To the editor:
I was stunned and saddened to read your recent editorial (“An exercise in political grandstanding,” May 22) that took direct partisan aim at a proposal that I introduced in the state Assembly.
I think we all agree — including this publication which acknowledged it — that New York is facing a crisis when it comes to staffing our first responder stations, particularly in rural Upstate. This publication identifies other costly measures that are contributing to the dwindling numbers of volunteers, citing equipment and the cost of fire engines. That’s confusing and falsely addressing the issue at hand which is recruitment and retention of volunteers. Cost of equipment and apparatuses’ has nothing to do with a loss of volunteers, ask any fire department or emergency service provider. That component has to deal with the woeful and underappreciated investment from the state.
What I have done is open up a discussion to incentivize retaining members and encourage new members to join these services. The readers of this newspaper, the constituents of my district, and the paper itself can all agree that this is a common sense starting point to address the massive problems that are closing the doors of our firehouses and ambulance services. If we don’t address this crisis, and soon, New York would be forced to move to a paid-services model for emergency services. That would cost taxpayers upwards of $3 billion annually, and force the state to raise taxes 26% to cover it. If you think we have a problem with hemorrhaging population now, you just wait until that comes to pass.

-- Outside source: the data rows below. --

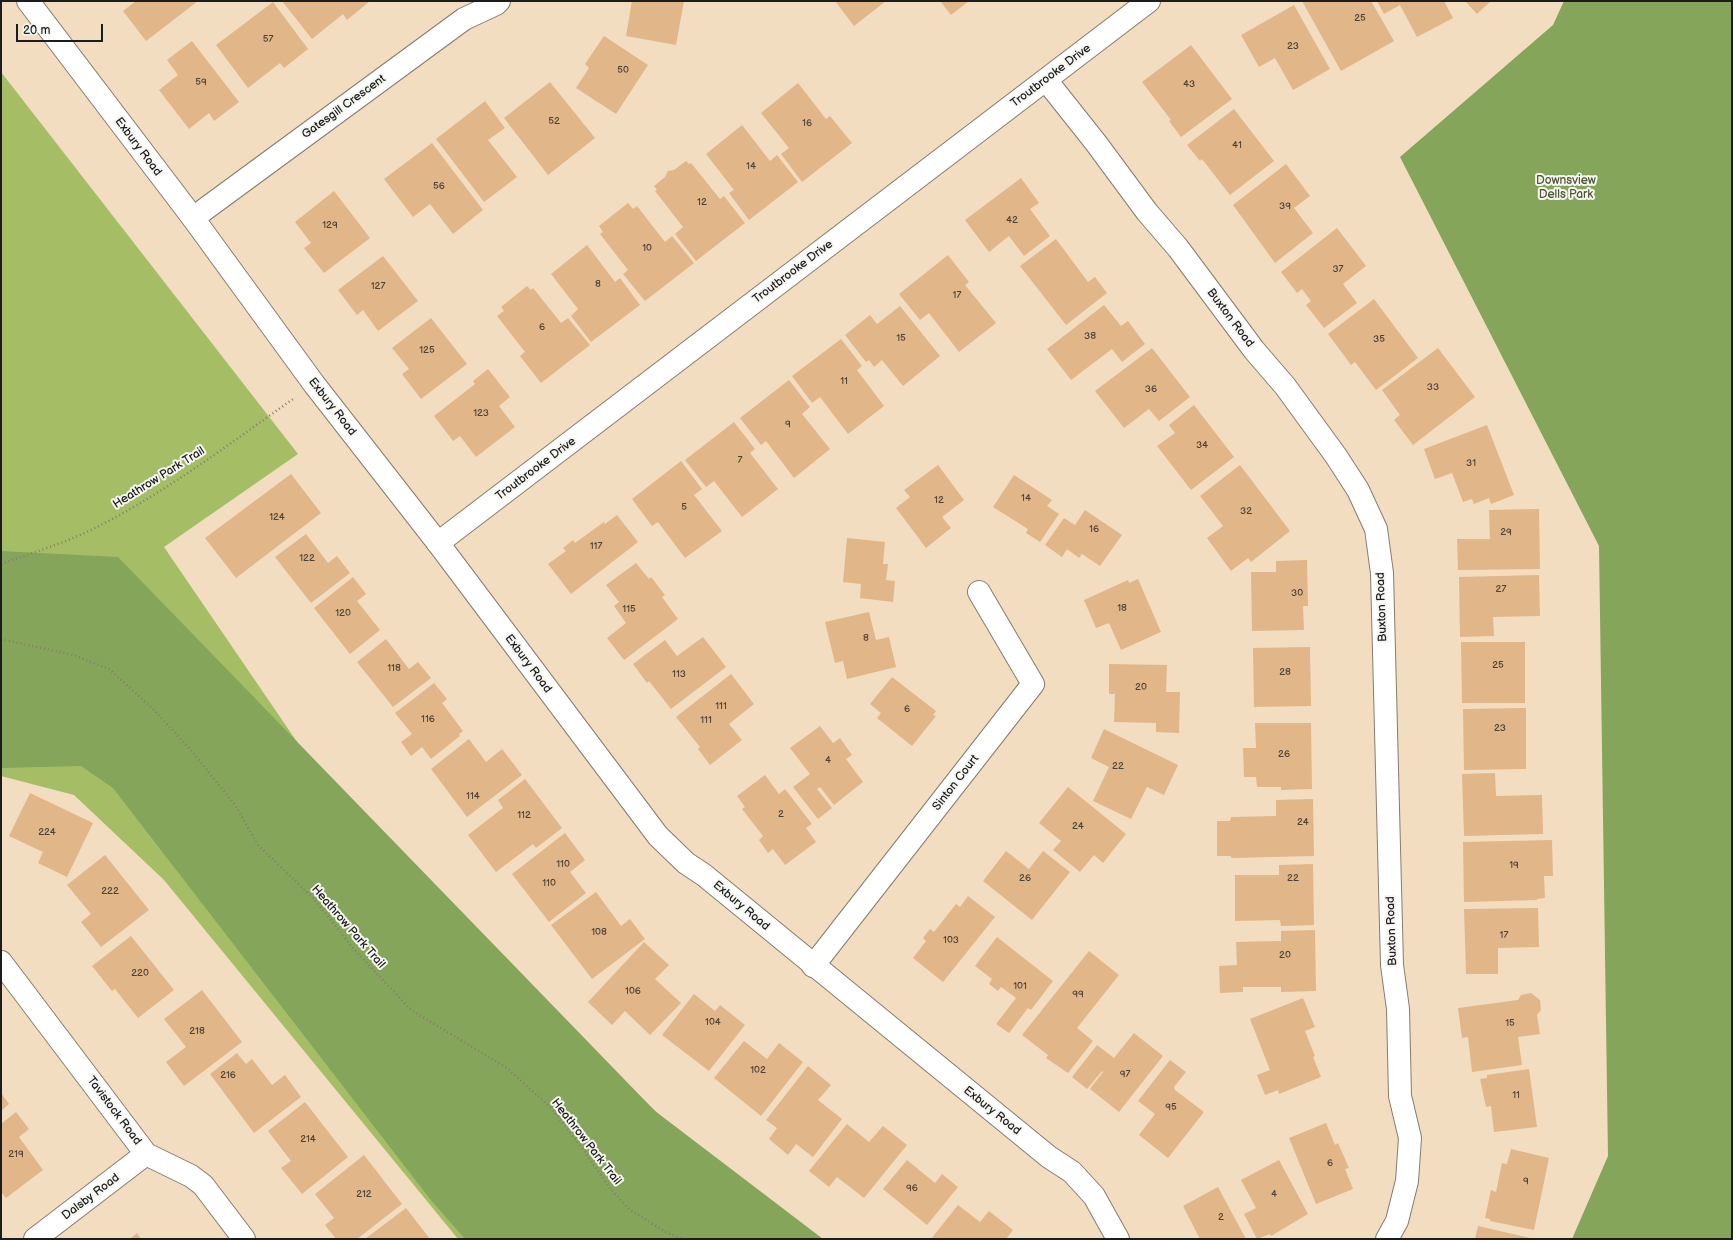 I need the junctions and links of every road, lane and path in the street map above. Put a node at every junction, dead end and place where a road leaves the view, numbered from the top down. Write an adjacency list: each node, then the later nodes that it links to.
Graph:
1 (28, 1): 5 (street, Exbury Road)
2 (499, 1): 5 (street, Gatesgill Crescent)
3 (1149, 1): 4 (street, Troutbrooke Drive)
4 (1046, 80): 7 (street, Troutbrooke Drive); 18 (street, Buxton Road)
5 (193, 218): 6 (street, Exbury Road)
6 (314, 384): 7 (street, Exbury Road); 8 (path, Heathrow Park Trail)
7 (438, 543): 12 (street, Exbury Road)
8 (1, 564)
9 (979, 592): 12 (street, Sinton Court)
10 (1, 639): 16 (path, Heathrow Park Trail)
11 (1, 962): 13 (street, Tavistock Road)
12 (813, 966): 17 (street, Exbury Road)
13 (146, 1154): 14 (street, Dalsby Road); 15 (street, Tavistock Road)
14 (35, 1239)
15 (244, 1239)
16 (682, 1239)
17 (1118, 1239)
18 (1387, 1239) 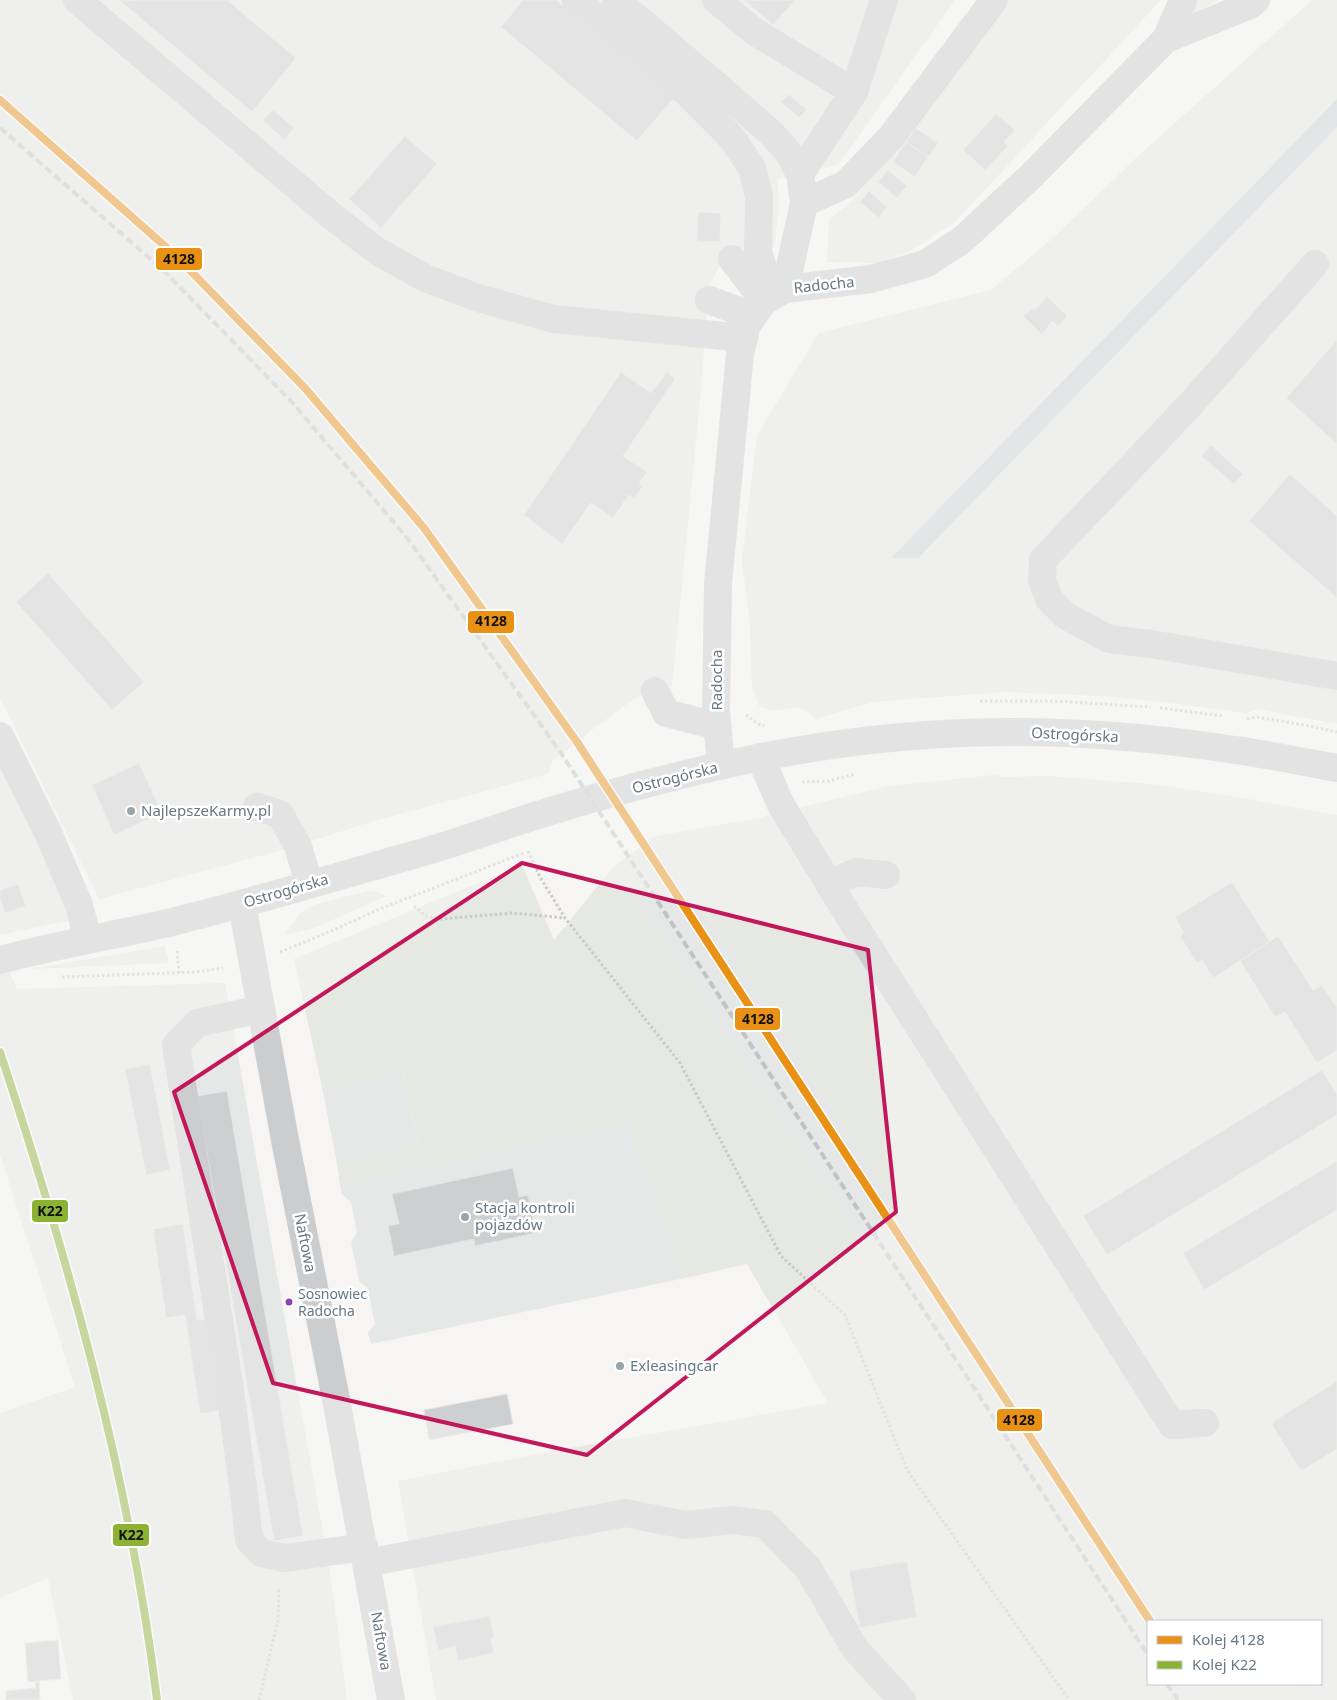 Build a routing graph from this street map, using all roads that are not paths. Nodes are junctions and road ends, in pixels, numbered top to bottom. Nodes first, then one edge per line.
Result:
1 (77, 0) edge
2 (576, 0) edge
3 (616, 0) edge
4 (716, 0) edge
5 (884, 0) edge
6 (994, 0) edge
7 (1183, 0) edge
8 (1256, 0) edge
9 (1166, 39) junction
10 (854, 92) junction
11 (800, 174) junction
12 (804, 203) junction
13 (732, 259) dead end
14 (1315, 264) dead end
15 (709, 300) dead end
16 (763, 308) junction
17 (1337, 676) edge
18 (655, 691) dead end
19 (717, 726) junction
20 (0, 736) edge
21 (760, 757) junction
22 (721, 766) junction
23 (1337, 768) edge
24 (257, 807) dead end
25 (886, 875) dead end
26 (830, 883) junction
27 (309, 884) junction
28 (242, 904) junction
29 (88, 940) junction
30 (0, 960) edge
31 (261, 1009) junction
32 (1205, 1423) dead end
33 (365, 1555) junction
34 (391, 1700) edge
35 (902, 1700) edge

1 - 16 street
2 - 16 street
3 - 11 street
4 - 10 street
5 - 10 street
6 - 12 street
7 - 9 street, Radocha
8 - 9 street
9 - 16 street, Radocha
10 - 11 street
11 - 12 street
12 - 16 street
13 - 16 street
14 - 17 street
15 - 16 street
16 - 19 street, Radocha
18 - 19 street
19 - 22 street, Radocha
20 - 29 street
21 - 22 street, Ostrogórska
21 - 23 street, Ostrogórska
21 - 26 street
22 - 27 street, Ostrogórska
24 - 27 street
25 - 26 street
26 - 32 street
27 - 28 street, Ostrogórska
28 - 29 street, Ostrogórska
28 - 31 street, Naftowa
29 - 30 street, Ostrogórska
31 - 33 street, Naftowa
31 - 33 street
33 - 34 street, Naftowa
33 - 35 street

Giving these volunteers tax free status from state income taxes can help shore up the volunteerism that is the lifeblood of these institutions. We owe it to them to ease their burden as much as we can. It’s a public safety issue, but it’s also about respect and our own peace of mind. I’m disappointed in this publication coming out so firmly in an unproductive and biased way. We should be having a productive dialogue together about how we can solve this problem, not encouraging and inciting partisan dialogue.